[Dataset entries]
+++

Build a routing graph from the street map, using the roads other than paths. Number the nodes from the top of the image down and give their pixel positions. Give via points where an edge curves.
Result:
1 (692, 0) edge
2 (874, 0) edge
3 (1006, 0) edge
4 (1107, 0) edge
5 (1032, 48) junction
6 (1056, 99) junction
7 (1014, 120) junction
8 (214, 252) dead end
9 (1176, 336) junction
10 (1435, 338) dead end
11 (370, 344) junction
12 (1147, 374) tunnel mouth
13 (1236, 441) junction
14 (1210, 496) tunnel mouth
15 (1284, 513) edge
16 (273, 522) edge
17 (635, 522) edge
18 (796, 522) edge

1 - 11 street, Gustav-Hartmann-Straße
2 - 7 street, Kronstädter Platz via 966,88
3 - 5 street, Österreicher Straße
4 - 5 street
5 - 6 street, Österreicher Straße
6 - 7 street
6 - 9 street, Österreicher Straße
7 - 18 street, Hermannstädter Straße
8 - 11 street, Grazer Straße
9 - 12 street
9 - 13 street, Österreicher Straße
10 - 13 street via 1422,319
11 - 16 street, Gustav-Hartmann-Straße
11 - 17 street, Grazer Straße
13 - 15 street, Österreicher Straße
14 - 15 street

+++

# [EXERCISE]
Print the records again, exactly as they stand above.

# [OUTPUT OF THE EXERCISE]
Build a routing graph from the street map, using the roads other than paths. Number the nodes from the top of the image down and give their pixel positions. Give via points where an edge curves.
Result:
1 (692, 0) edge
2 (874, 0) edge
3 (1006, 0) edge
4 (1107, 0) edge
5 (1032, 48) junction
6 (1056, 99) junction
7 (1014, 120) junction
8 (214, 252) dead end
9 (1176, 336) junction
10 (1435, 338) dead end
11 (370, 344) junction
12 (1147, 374) tunnel mouth
13 (1236, 441) junction
14 (1210, 496) tunnel mouth
15 (1284, 513) edge
16 (273, 522) edge
17 (635, 522) edge
18 (796, 522) edge

1 - 11 street, Gustav-Hartmann-Straße
2 - 7 street, Kronstädter Platz via 966,88
3 - 5 street, Österreicher Straße
4 - 5 street
5 - 6 street, Österreicher Straße
6 - 7 street
6 - 9 street, Österreicher Straße
7 - 18 street, Hermannstädter Straße
8 - 11 street, Grazer Straße
9 - 12 street
9 - 13 street, Österreicher Straße
10 - 13 street via 1422,319
11 - 16 street, Gustav-Hartmann-Straße
11 - 17 street, Grazer Straße
13 - 15 street, Österreicher Straße
14 - 15 street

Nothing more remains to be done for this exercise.